シャルル・ロペー氏の活躍・・・ゲランドの塩(10)

■ シャルル・ロペー氏の活躍
日本の団塊世代と共通する「68年世代」である、シャルル・ロペー氏は1946年生れである。ル・マンやナント大学で経営学を学び、卒業後大企業に就職するが、サラリーマン生活に飽き足らず、いくつかの会社を転々とした後で、自分自身を考えるために塩田作業をする機会に出会うことで、塩作りの素晴らしさに魅入り、塩職人なる決意をしたのである。
それまでは外部から塩職人になる人は少なかったから、古老の塩職人は奇異な目で見、いぶかしく思っていたが、次第にシャルル・ロペー氏やその仲間を受け入れるようになっていった。

塩づくりは自然の力・太陽・風・潮の満ち引き等、それらの要素が中心有機的な労働であるので、塩職人が使用する近代的な道具は、手押しトロッコが唯一という生産体制である。したがって、時代は大きく変化し、資本主義というビジネス社会になっているのに、その体制変化を意識できず、昔のままに塩づくりだけをしていた塩職人達は、自分たちと時代の変化との関係を整理・理解できないままになっていた。
それが製塩業の危機という事件を迎え、ようやく時代の変化を考えるようになり「ゲランド塩生産者集団」を設立したのであるが、その歩みを始めた二年後にシャルル・ロペー氏がこの団体に加入したのである。

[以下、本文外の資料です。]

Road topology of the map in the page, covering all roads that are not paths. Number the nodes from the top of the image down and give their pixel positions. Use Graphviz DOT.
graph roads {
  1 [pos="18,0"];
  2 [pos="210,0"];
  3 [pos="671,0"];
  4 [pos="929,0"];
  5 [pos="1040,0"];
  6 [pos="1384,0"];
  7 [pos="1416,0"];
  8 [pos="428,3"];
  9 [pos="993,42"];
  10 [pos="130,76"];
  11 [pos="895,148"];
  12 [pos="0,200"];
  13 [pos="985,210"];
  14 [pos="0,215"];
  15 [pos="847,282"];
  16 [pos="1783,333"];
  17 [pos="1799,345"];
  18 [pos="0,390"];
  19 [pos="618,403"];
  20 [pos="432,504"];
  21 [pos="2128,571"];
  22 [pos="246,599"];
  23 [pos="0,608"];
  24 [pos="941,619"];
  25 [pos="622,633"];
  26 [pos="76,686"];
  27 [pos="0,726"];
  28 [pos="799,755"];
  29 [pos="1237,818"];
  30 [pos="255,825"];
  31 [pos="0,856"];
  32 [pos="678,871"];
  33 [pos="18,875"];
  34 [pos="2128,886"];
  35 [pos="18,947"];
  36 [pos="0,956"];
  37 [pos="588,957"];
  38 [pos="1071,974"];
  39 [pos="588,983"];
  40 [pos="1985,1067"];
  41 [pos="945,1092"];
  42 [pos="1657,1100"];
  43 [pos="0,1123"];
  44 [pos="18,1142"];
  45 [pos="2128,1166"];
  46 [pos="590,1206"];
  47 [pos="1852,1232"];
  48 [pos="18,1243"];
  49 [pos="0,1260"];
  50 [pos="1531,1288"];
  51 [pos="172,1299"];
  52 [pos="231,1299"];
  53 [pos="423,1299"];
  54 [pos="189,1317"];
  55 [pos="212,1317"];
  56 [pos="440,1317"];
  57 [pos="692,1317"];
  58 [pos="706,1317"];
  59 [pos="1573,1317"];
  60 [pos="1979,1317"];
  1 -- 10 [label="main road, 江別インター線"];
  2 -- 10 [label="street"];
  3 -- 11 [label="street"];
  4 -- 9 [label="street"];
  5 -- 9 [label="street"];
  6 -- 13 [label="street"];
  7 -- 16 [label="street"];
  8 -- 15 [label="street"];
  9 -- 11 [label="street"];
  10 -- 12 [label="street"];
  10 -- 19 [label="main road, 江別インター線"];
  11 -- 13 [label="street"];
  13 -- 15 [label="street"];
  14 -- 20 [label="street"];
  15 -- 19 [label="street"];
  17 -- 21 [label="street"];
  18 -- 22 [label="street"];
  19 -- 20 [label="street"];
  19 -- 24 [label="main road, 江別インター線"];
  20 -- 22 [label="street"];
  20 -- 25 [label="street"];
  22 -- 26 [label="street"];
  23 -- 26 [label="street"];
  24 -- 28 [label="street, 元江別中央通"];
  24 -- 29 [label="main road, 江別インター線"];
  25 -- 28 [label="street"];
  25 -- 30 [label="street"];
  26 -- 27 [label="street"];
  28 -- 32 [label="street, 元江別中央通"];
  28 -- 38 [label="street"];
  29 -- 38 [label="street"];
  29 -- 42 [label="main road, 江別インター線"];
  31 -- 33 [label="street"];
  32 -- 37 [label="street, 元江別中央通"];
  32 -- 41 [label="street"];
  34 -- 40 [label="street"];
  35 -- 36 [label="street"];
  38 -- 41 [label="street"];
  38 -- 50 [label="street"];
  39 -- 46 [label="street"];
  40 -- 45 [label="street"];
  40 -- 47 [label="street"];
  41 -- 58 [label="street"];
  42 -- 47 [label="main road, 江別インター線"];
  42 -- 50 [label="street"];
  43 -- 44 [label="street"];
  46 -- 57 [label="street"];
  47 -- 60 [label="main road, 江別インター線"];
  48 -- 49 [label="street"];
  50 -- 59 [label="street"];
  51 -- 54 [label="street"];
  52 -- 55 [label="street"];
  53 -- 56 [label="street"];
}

また、それまでの塩職人の多くは、仲買業者が塩田の所有者であり、ここから塩田を借りて耕作していたので、仲買業者に依存するという状態であった。
しかし、「ゲランド塩生産者集団」の設立によって、仲買業者との塩値段の交渉を始めることができ、ようやく卸値の引き上げに成功し、続いて塩を貯蔵する倉庫の建設を行う等、一歩一歩の動きを見せていった。

ところが、1983年から収穫の悪い年が重なって、この間仲買人と塩の価値が落ちないように交渉してきたが、87年には交渉が妥結せず、決裂したのである。
この決裂結果は、仲買人に任せる方法ではない手段、それは自らが直接販売する方法であるが、販売会社の設立ということにつながったのである。

また、シャルル・ロペー氏が塩職人になったときは、40歳以下の塩職人は三人しかいなかったという後継者問題があったので「塩職人養成センター」の設立に動いた。加えて、品質管理を充実させるため、様々な設備投資を行った。
現在では、塩職人となるための「塩職人養成センター」での受講生は増え、その大半はこの地方の出身者であるが、中にはパリやリオンからや、外国人もいたりするようになった。